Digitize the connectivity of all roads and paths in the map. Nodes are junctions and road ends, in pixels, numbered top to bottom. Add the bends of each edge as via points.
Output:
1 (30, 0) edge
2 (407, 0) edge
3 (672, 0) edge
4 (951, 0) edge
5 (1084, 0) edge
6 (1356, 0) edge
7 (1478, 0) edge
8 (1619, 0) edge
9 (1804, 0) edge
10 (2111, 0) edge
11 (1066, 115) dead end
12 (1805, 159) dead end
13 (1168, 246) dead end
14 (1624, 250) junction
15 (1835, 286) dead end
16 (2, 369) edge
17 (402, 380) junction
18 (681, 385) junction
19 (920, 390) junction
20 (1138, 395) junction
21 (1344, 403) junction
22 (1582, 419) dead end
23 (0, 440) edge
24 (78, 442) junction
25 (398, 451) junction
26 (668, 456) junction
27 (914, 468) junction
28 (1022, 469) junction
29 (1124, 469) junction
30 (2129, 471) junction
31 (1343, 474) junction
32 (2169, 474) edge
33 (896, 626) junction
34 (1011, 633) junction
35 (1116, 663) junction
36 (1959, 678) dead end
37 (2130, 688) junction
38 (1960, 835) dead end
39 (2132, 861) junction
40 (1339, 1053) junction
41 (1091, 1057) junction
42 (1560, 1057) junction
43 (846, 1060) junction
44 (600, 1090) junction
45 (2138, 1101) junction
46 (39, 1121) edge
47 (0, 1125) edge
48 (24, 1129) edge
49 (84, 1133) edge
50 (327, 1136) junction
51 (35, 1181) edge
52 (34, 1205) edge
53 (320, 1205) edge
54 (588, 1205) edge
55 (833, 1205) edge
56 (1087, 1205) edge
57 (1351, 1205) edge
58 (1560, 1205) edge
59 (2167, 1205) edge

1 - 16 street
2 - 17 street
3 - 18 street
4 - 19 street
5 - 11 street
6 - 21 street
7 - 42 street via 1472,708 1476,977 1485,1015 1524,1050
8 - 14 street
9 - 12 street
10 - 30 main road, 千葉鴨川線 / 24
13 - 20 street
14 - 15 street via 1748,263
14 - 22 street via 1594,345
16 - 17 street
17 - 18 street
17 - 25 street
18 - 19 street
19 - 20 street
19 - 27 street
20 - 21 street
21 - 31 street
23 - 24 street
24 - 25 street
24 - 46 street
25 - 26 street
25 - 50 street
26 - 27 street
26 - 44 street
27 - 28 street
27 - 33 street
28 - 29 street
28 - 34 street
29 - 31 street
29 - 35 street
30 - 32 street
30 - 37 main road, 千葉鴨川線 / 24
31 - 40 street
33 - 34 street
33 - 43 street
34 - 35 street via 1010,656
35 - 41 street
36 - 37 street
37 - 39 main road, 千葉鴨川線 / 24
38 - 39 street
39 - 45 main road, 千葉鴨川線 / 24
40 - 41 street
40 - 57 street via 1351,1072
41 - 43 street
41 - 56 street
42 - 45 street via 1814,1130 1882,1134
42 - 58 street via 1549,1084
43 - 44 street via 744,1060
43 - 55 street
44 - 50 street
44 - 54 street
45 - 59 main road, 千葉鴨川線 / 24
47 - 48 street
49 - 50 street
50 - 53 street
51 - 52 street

§ **TASK GOAL**:
The full set of entries must be transcribed exactly.

§ **ANSWER AREA**:
Digitize the connectivity of all roads and paths in the map. Nodes are junctions and road ends, in pixels, numbered top to bottom. Add the bends of each edge as via points.
Output:
1 (30, 0) edge
2 (407, 0) edge
3 (672, 0) edge
4 (951, 0) edge
5 (1084, 0) edge
6 (1356, 0) edge
7 (1478, 0) edge
8 (1619, 0) edge
9 (1804, 0) edge
10 (2111, 0) edge
11 (1066, 115) dead end
12 (1805, 159) dead end
13 (1168, 246) dead end
14 (1624, 250) junction
15 (1835, 286) dead end
16 (2, 369) edge
17 (402, 380) junction
18 (681, 385) junction
19 (920, 390) junction
20 (1138, 395) junction
21 (1344, 403) junction
22 (1582, 419) dead end
23 (0, 440) edge
24 (78, 442) junction
25 (398, 451) junction
26 (668, 456) junction
27 (914, 468) junction
28 (1022, 469) junction
29 (1124, 469) junction
30 (2129, 471) junction
31 (1343, 474) junction
32 (2169, 474) edge
33 (896, 626) junction
34 (1011, 633) junction
35 (1116, 663) junction
36 (1959, 678) dead end
37 (2130, 688) junction
38 (1960, 835) dead end
39 (2132, 861) junction
40 (1339, 1053) junction
41 (1091, 1057) junction
42 (1560, 1057) junction
43 (846, 1060) junction
44 (600, 1090) junction
45 (2138, 1101) junction
46 (39, 1121) edge
47 (0, 1125) edge
48 (24, 1129) edge
49 (84, 1133) edge
50 (327, 1136) junction
51 (35, 1181) edge
52 (34, 1205) edge
53 (320, 1205) edge
54 (588, 1205) edge
55 (833, 1205) edge
56 (1087, 1205) edge
57 (1351, 1205) edge
58 (1560, 1205) edge
59 (2167, 1205) edge

1 - 16 street
2 - 17 street
3 - 18 street
4 - 19 street
5 - 11 street
6 - 21 street
7 - 42 street via 1472,708 1476,977 1485,1015 1524,1050
8 - 14 street
9 - 12 street
10 - 30 main road, 千葉鴨川線 / 24
13 - 20 street
14 - 15 street via 1748,263
14 - 22 street via 1594,345
16 - 17 street
17 - 18 street
17 - 25 street
18 - 19 street
19 - 20 street
19 - 27 street
20 - 21 street
21 - 31 street
23 - 24 street
24 - 25 street
24 - 46 street
25 - 26 street
25 - 50 street
26 - 27 street
26 - 44 street
27 - 28 street
27 - 33 street
28 - 29 street
28 - 34 street
29 - 31 street
29 - 35 street
30 - 32 street
30 - 37 main road, 千葉鴨川線 / 24
31 - 40 street
33 - 34 street
33 - 43 street
34 - 35 street via 1010,656
35 - 41 street
36 - 37 street
37 - 39 main road, 千葉鴨川線 / 24
38 - 39 street
39 - 45 main road, 千葉鴨川線 / 24
40 - 41 street
40 - 57 street via 1351,1072
41 - 43 street
41 - 56 street
42 - 45 street via 1814,1130 1882,1134
42 - 58 street via 1549,1084
43 - 44 street via 744,1060
43 - 55 street
44 - 50 street
44 - 54 street
45 - 59 main road, 千葉鴨川線 / 24
47 - 48 street
49 - 50 street
50 - 53 street
51 - 52 street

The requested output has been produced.